Dataset entries:

┄┄┄┄┄┄

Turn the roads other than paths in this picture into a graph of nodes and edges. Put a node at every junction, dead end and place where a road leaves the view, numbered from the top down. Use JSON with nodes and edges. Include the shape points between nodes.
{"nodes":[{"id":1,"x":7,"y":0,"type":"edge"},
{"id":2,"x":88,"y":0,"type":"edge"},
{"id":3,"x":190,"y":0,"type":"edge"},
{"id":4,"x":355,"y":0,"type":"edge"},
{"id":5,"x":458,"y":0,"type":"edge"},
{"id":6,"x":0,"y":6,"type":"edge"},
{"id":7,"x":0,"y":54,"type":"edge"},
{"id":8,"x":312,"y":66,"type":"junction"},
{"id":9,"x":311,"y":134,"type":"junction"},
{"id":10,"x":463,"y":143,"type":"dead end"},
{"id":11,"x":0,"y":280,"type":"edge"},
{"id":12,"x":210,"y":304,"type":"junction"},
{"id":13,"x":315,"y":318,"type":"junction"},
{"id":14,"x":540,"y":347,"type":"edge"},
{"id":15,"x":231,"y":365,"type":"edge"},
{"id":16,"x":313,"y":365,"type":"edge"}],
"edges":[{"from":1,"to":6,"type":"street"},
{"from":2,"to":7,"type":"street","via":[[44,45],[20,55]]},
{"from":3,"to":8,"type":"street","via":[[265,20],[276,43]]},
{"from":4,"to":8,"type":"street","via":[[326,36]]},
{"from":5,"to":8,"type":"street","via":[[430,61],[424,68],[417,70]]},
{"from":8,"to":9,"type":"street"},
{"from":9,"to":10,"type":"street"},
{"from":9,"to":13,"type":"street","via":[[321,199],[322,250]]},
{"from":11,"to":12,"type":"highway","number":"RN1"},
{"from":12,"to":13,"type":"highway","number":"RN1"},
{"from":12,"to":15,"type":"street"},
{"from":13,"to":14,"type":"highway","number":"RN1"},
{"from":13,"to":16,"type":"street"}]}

┄┄┄┄┄┄

Among the lines of the records, copy out each one that contains the word "street".

"edges":[{"from":1,"to":6,"type":"street"},
{"from":2,"to":7,"type":"street","via":[[44,45],[20,55]]},
{"from":3,"to":8,"type":"street","via":[[265,20],[276,43]]},
{"from":4,"to":8,"type":"street","via":[[326,36]]},
{"from":5,"to":8,"type":"street","via":[[430,61],[424,68],[417,70]]},
{"from":8,"to":9,"type":"street"},
{"from":9,"to":10,"type":"street"},
{"from":9,"to":13,"type":"street","via":[[321,199],[322,250]]},
{"from":12,"to":15,"type":"street"},
{"from":13,"to":16,"type":"street"}]}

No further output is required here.